Лондонская судьба чернокожих имела, однако, и другую сторону, Торговые сделки, о которых говорилось выше, совершали люди богатые или обладающие связями; вряд ли можно сомневаться, что «джентльмены», покупавшие и продававшие этих маленьких рабов, только обрадовались бы, если бы все «нижние слои» Лондона были низведены до подобного рабства. В этом смысле судьба чернокожего невольника была показательна как проявление гражданского и административного гнета в более крупном масштабе. Неудивительно, что лондонские «низы» относились к черным с определенной долей сочувствия и товарищества. Источник такого отношения — природный эгалитаризм, на который уже было указано как на одну из движущих духовных сил лондонской жизни. Об этом эгалитаризме, и наибольшей мере присущем бедным и обездоленным, свидетельствует жизнь «черного одноногого скрипача» Билли Уолтерса по прозвищу Король нищих. Утверждалось, что «его знал в Лондоне каждый ребенок». Уже было отмечено, что провозвестники расового конфликта в Лондоне оказались лжепророками; голоса, возвещавшие в конце 1960-х и в начале 1970-х конец света, с тех пор поутихли. Корни этой относительной гармонии и терпимости в отношениях между черными и белыми можно усмотреть в широко распространенном сочувствии горожан к бесправным неграм-иммигрантам XVIII столетия.
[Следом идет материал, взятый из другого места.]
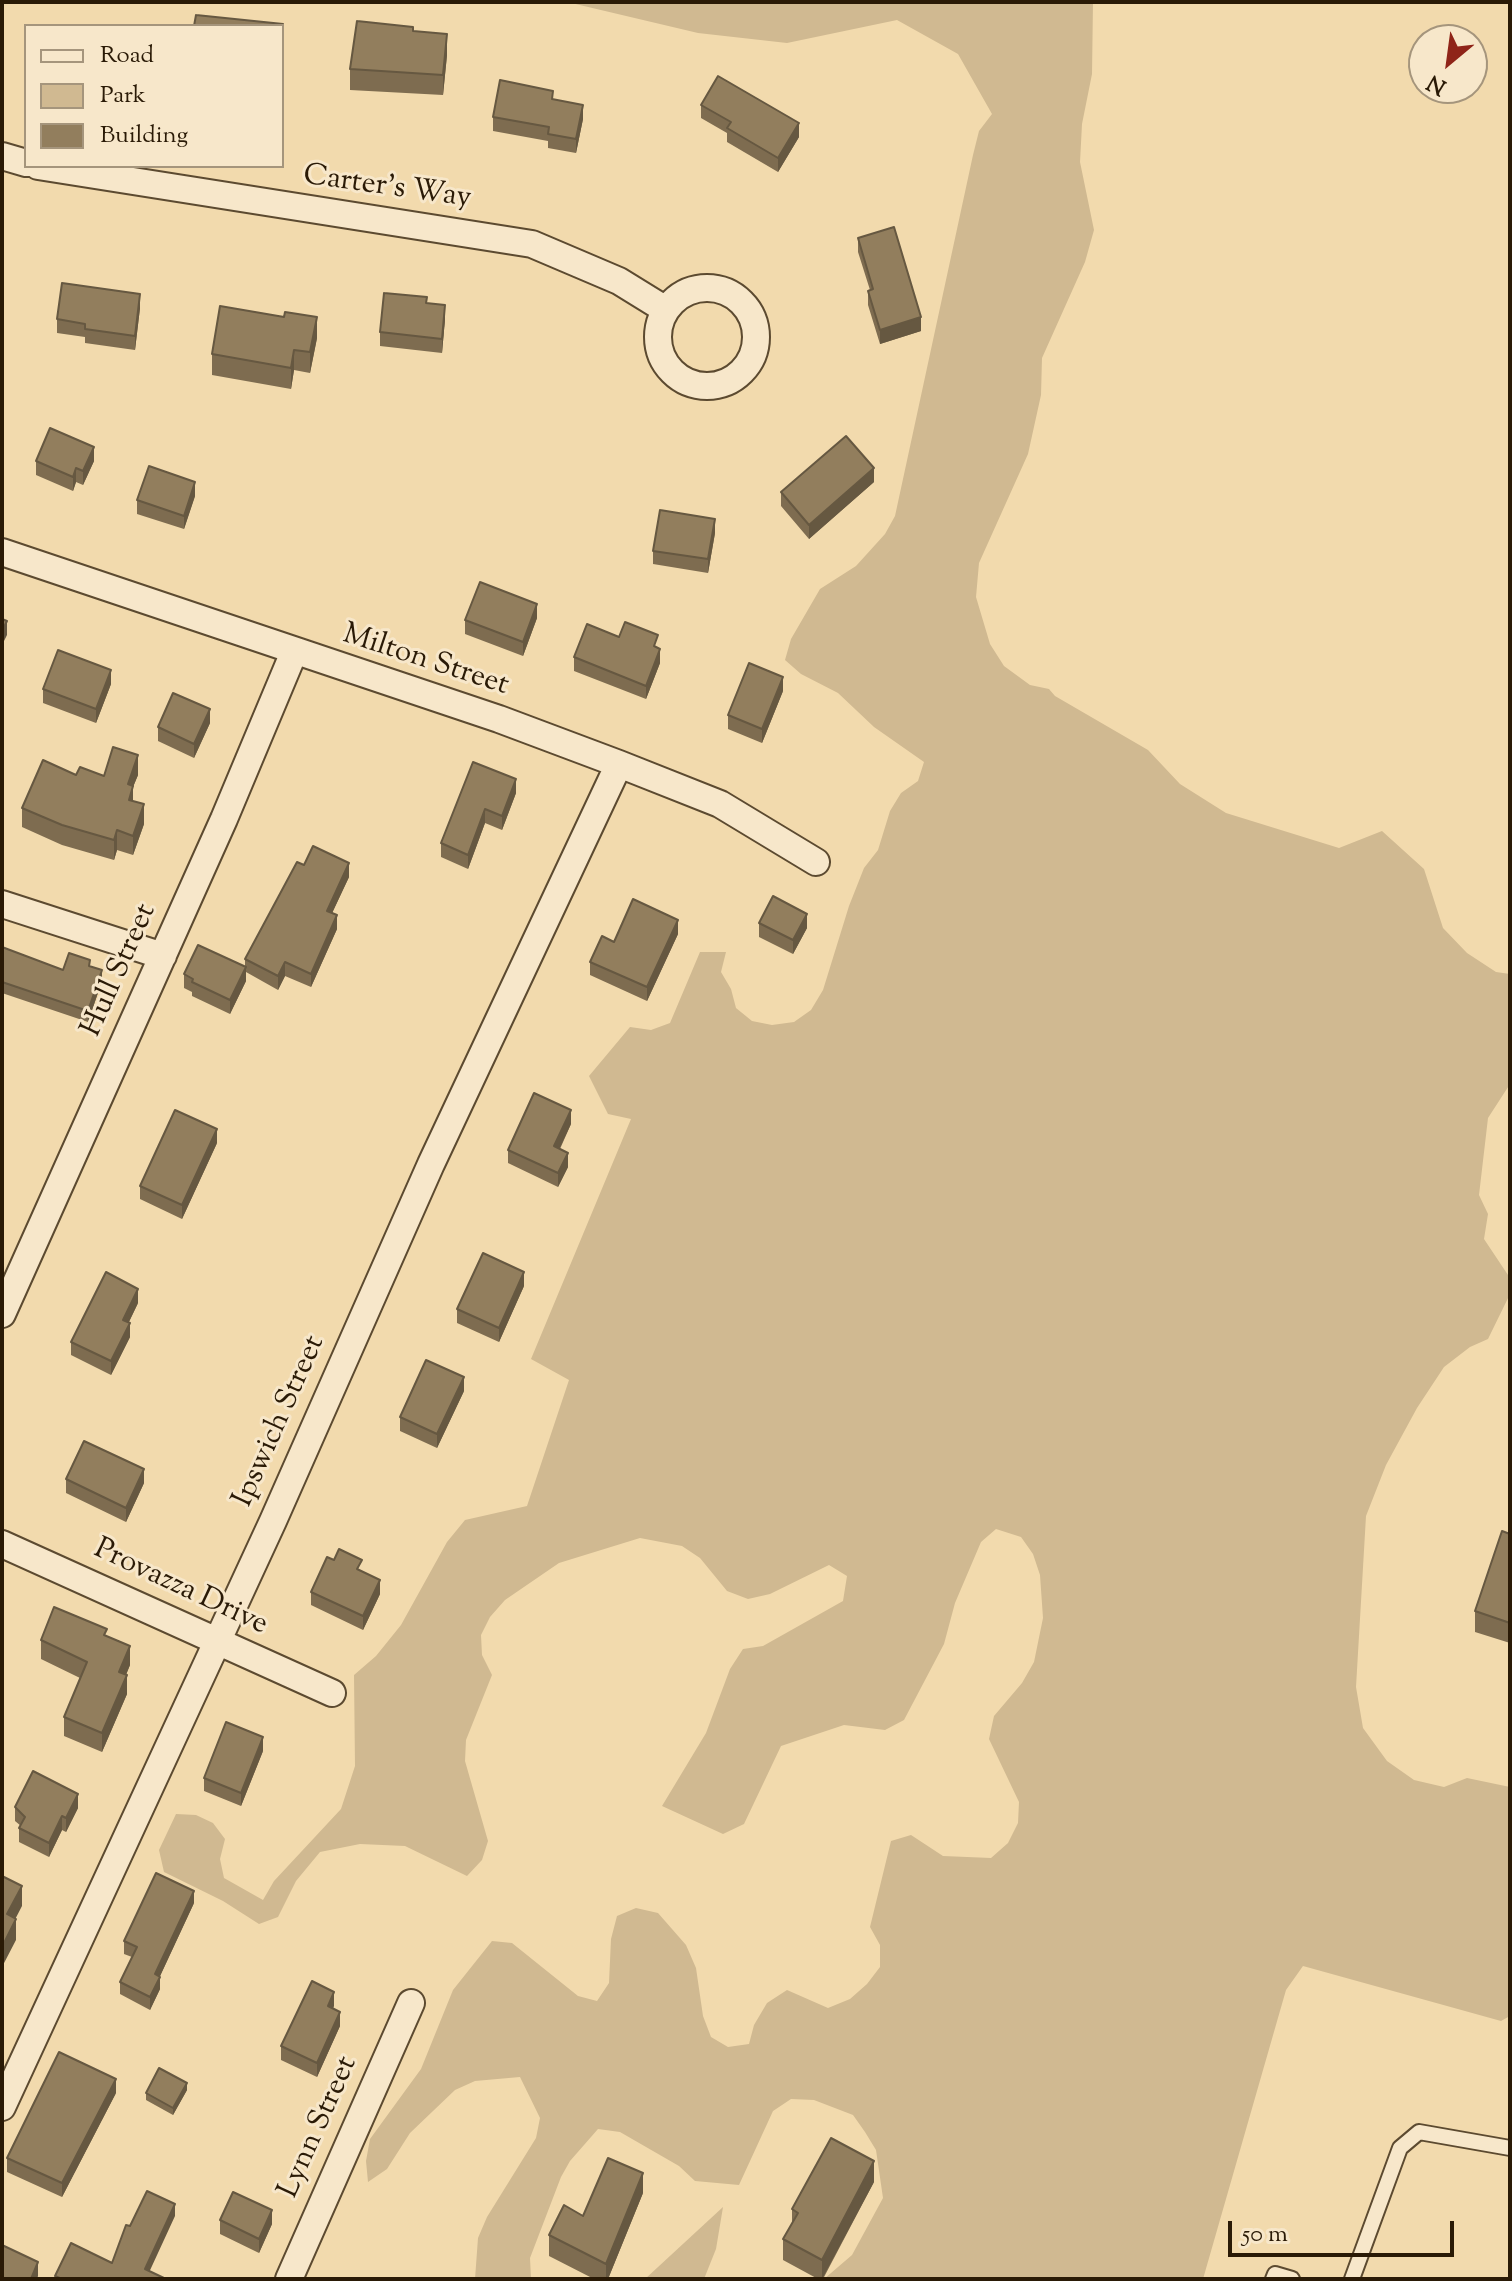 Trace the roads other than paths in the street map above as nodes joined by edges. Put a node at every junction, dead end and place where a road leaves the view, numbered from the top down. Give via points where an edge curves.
1 (2, 156) edge
2 (24, 162) edge
3 (51, 168) edge
4 (666, 310) dead end
5 (2, 552) edge
6 (294, 652) junction
7 (619, 764) junction
8 (816, 862) dead end
9 (2, 904) edge
10 (163, 956) junction
11 (2, 1314) edge
12 (2, 1544) edge
13 (216, 1642) junction
14 (332, 1693) dead end
15 (411, 2003) dead end
16 (2, 2107) edge
17 (1510, 2148) edge
18 (289, 2279) edge
19 (1273, 2279) edge
20 (1292, 2279) edge
21 (1352, 2279) edge

1 - 2 street
3 - 4 street, Carter's Way via 532,244 619,281
5 - 6 street, Milton Street
6 - 7 street, Milton Street
6 - 10 street, Hull Street
7 - 8 street, Milton Street via 720,804
7 - 13 street, Ipswich Street
9 - 10 street
10 - 11 street, Hull Street
12 - 13 street, Provazza Drive
13 - 14 street, Provazza Drive
13 - 16 street, Ipswich Street
15 - 18 street, Lynn Street
17 - 21 lane via 1419,2132 1400,2148
19 - 20 lane via 1275,2274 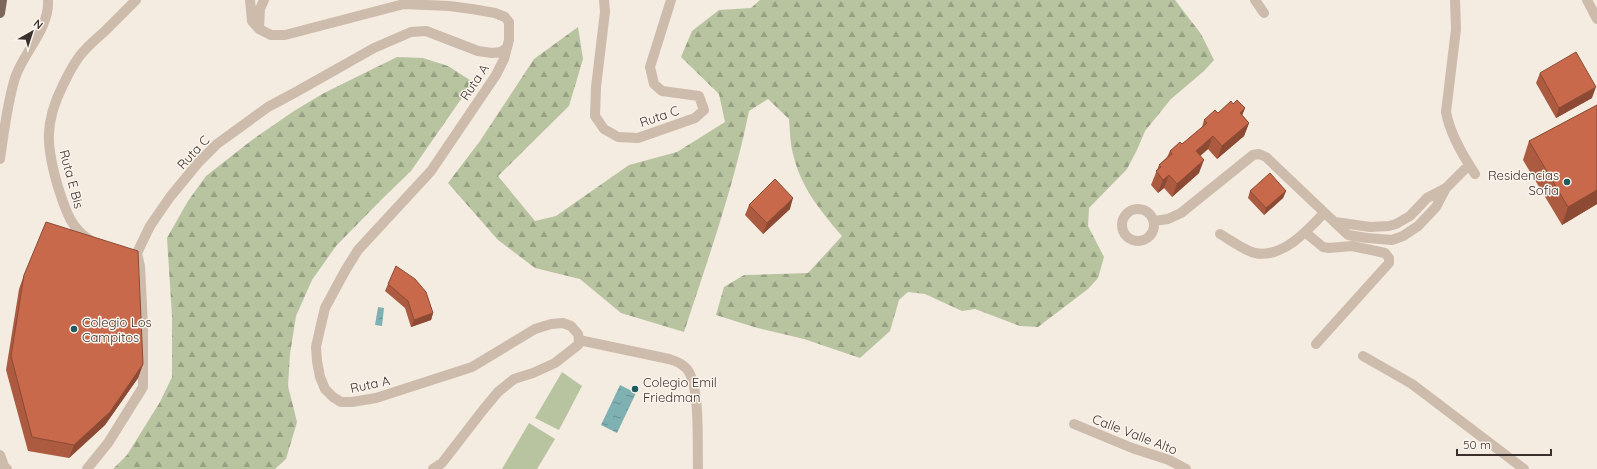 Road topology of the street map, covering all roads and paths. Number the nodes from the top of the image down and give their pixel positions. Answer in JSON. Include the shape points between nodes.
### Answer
{"nodes":[{"id":1,"x":2,"y":0,"type":"edge"},
{"id":2,"x":48,"y":0,"type":"edge"},
{"id":3,"x":136,"y":0,"type":"edge"},
{"id":4,"x":250,"y":0,"type":"edge"},
{"id":5,"x":264,"y":0,"type":"edge"},
{"id":6,"x":604,"y":0,"type":"edge"},
{"id":7,"x":671,"y":0,"type":"edge"},
{"id":8,"x":1255,"y":0,"type":"edge"},
{"id":9,"x":1455,"y":0,"type":"edge"},
{"id":10,"x":1587,"y":0,"type":"edge"},
{"id":11,"x":0,"y":13,"type":"edge"},
{"id":12,"x":1264,"y":14,"type":"dead end"},
{"id":13,"x":1597,"y":19,"type":"edge"},
{"id":14,"x":259,"y":29,"type":"junction"},
{"id":15,"x":507,"y":48,"type":"junction"},
{"id":16,"x":0,"y":159,"type":"edge"},
{"id":17,"x":1469,"y":165,"type":"junction"},
{"id":18,"x":1476,"y":174,"type":"dead end"},
{"id":19,"x":1446,"y":188,"type":"junction"},
{"id":20,"x":1324,"y":213,"type":"junction"},
{"id":21,"x":1154,"y":221,"type":"dead end"},
{"id":22,"x":1334,"y":222,"type":"junction"},
{"id":23,"x":1389,"y":226,"type":"junction"},
{"id":24,"x":1306,"y":232,"type":"junction"},
{"id":25,"x":1220,"y":234,"type":"dead end"},
{"id":26,"x":1392,"y":240,"type":"junction"},
{"id":27,"x":101,"y":246,"type":"edge"},
{"id":28,"x":124,"y":251,"type":"edge"},
{"id":29,"x":137,"y":253,"type":"junction"},
{"id":30,"x":579,"y":340,"type":"junction"},
{"id":31,"x":1316,"y":344,"type":"dead end"},
{"id":32,"x":1363,"y":356,"type":"dead end"},
{"id":33,"x":1074,"y":424,"type":"dead end"},
{"id":34,"x":0,"y":455,"type":"edge"},
{"id":35,"x":1522,"y":468,"type":"edge"},
{"id":36,"x":7,"y":469,"type":"edge"},
{"id":37,"x":87,"y":469,"type":"edge"},
{"id":38,"x":433,"y":469,"type":"edge"},
{"id":39,"x":698,"y":469,"type":"edge"},
{"id":40,"x":1186,"y":469,"type":"edge"}],
"edges":[{"from":1,"to":11,"type":"main road"},
{"from":2,"to":16,"type":"street","via":[[46,18],[16,76],[10,96]]},
{"from":3,"to":27,"type":"street","name":"Ruta E Bis","via":[[83,52],[54,103],[50,119],[49,140],[53,169],[70,221],[82,235]]},
{"from":4,"to":14,"type":"street","via":[[252,20]]},
{"from":5,"to":14,"type":"street","via":[[260,9]]},
{"from":6,"to":7,"type":"street","name":"Ruta C","via":[[595,116],[604,129],[618,137],[638,138],[694,118],[704,110],[699,96],[662,91],[654,84],[650,67]]},
{"from":8,"to":12,"type":"street"},
{"from":9,"to":17,"type":"street","via":[[1456,28],[1446,112],[1448,123]]},
{"from":10,"to":13,"type":"street"},
{"from":14,"to":15,"type":"street","via":[[271,35],[285,35],[404,4],[449,6],[495,13],[504,17],[509,22]]},
{"from":15,"to":29,"type":"street","name":"Ruta C","via":[[492,54],[426,32],[410,32],[374,48],[268,107],[217,144],[170,197],[150,226]]},
{"from":15,"to":30,"type":"street","name":"Ruta A","via":[[496,75],[431,171],[358,250],[345,271],[325,308],[320,329],[316,347],[320,377],[325,389],[333,396],[341,402],[352,402],[376,398],[472,367],[535,329],[551,324],[562,323],[571,326],[578,334]]},
{"from":17,"to":18,"type":"street"},
{"from":17,"to":19,"type":"street"},
{"from":19,"to":23,"type":"street","via":[[1427,198],[1410,216]]},
{"from":19,"to":26,"type":"street","via":[[1436,207],[1418,226]]},
{"from":20,"to":21,"type":"street","via":[[1266,157],[1259,154],[1253,155],[1181,213],[1168,219]]},
{"from":20,"to":22,"type":"street"},
{"from":20,"to":24,"type":"street"},
{"from":22,"to":23,"type":"street"},
{"from":22,"to":26,"type":"street","via":[[1348,235]]},
{"from":23,"to":26,"type":"street"},
{"from":24,"to":25,"type":"street","via":[[1280,250],[1269,254],[1254,253]]},
{"from":24,"to":31,"type":"street","via":[[1323,247],[1352,246],[1385,253],[1389,258],[1389,263]]},
{"from":28,"to":29,"type":"street"},
{"from":29,"to":37,"type":"street","via":[[143,326],[144,387],[108,443]]},
{"from":30,"to":38,"type":"street","via":[[578,345],[555,363],[514,379],[498,392],[442,463]]},
{"from":30,"to":39,"type":"street","via":[[670,359],[680,362],[686,368],[696,392]]},
{"from":32,"to":35,"type":"street","via":[[1412,384]]},
{"from":33,"to":40,"type":"street","name":"Calle Valle Alto","via":[[1169,460]]},
{"from":34,"to":36,"type":"street"}]} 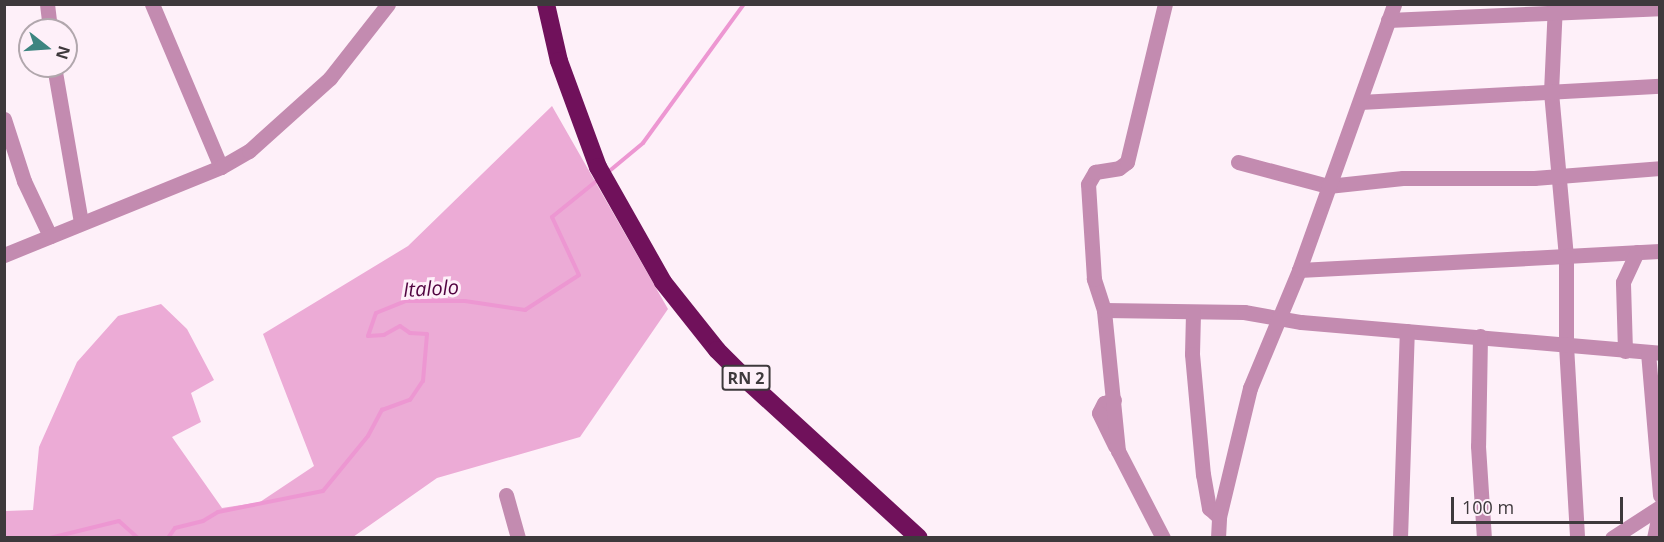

Однако по мере того, как соседство их становилось — пусть даже совсем ненамного — более ощутимым, росли и тревоги по поводу «черноты» в самом сердце Лондона. Джон Филдинг, в середине XVIII века занимавший в Лондоне должность судьи, высказал мнение, что чернокожие по приезде в город очень быстро становятся подрывными элементами, особенно когда осознают, что белые слуги исполняют те же функции, что и они. Иными словами, что черная кожа — это одно, а рабство — совсем другое. Поэтому «они начинают равнять себя с прочими слугами, опьяняются свободой, делаются строптивы… и приходится их увольнять». Ну а как ведут себя «уволенные», то есть выброшенные на улицу? «Дурно влияют, сея недовольство, на всех черных слуг, прибывающих в Англию». Многие в конце концов оказываются на тех отдаленных улочках, где уже успели сложиться негритянские сообщества. Итак, в глазах городских властей «соседство черноты» представляло двойную угрозу. Тех, кто издавна пребывал в рабстве, оно заражало злобой или обидой; кроме того, беспокойство внушали небольшие поселения чернокожих иммигрантов, возникшие в Уоппинге, Сент-Джайлсе и других «нехороших» районах.
К концу XVIII столетия число «нищих негров» увеличилось; в частности, чернокожие рекруты, воевавшие на стороне англичан во время американской Войны за независимость, по приезде в Англию были брошены на произвол судьбы. Это еще одна разновидность иммиграции, когда она является прямым следствием действий метрополии; в этом смысле от чернокожих ветеранов тянется отчетливая нить к мигрантам XX века, покидавшим развалины Британской империи. В одной брошюре 1784 года говорится, что негры тысячами «бродили по городу — нагие, безденежные, едва не умирающие с голоду». В результате в них увидели угрозу общественному порядку. Люди африканского, афроамериканского или вест-индского происхождения (важно не место, а цвет кожи) всегда на инстинктивном уровне считались «опасными». К этим страхам добавлялись тревоги по поводу смешения рас: в бедных районах Лондона смешанные браки были довольно обычным явлением. Ожили представления XVI века, когда «мавр» считался похотливым созданном, словно чернота кожи была внешним знаком «черных» влечений, скорее звериных, нежели человеческих. «Английские женщины низших сословий чрезвычайно падки на чернокожих, — писалось и XVIII столетии, — по причинам слишком грубого порядка, чтобы их изъяснять». Был создан «Комитет помощи неимущим чернокожим», чьей единственной целью была отправка негров за пределы страны. Успеха затея не имела. Из негритянского населения, численность которого, по оценкам, составляла от 10 до 20 тысяч, на корабли село менее пятисот человек. Для подавляющего большинства Лондон, судя по всему, оставался избранным городом. Сколь бедственно и скудно ни было существование этих людей, они, как правило, не хотели покидать место, где кипучий круговорот жизни и развлекал, и манил возможностями.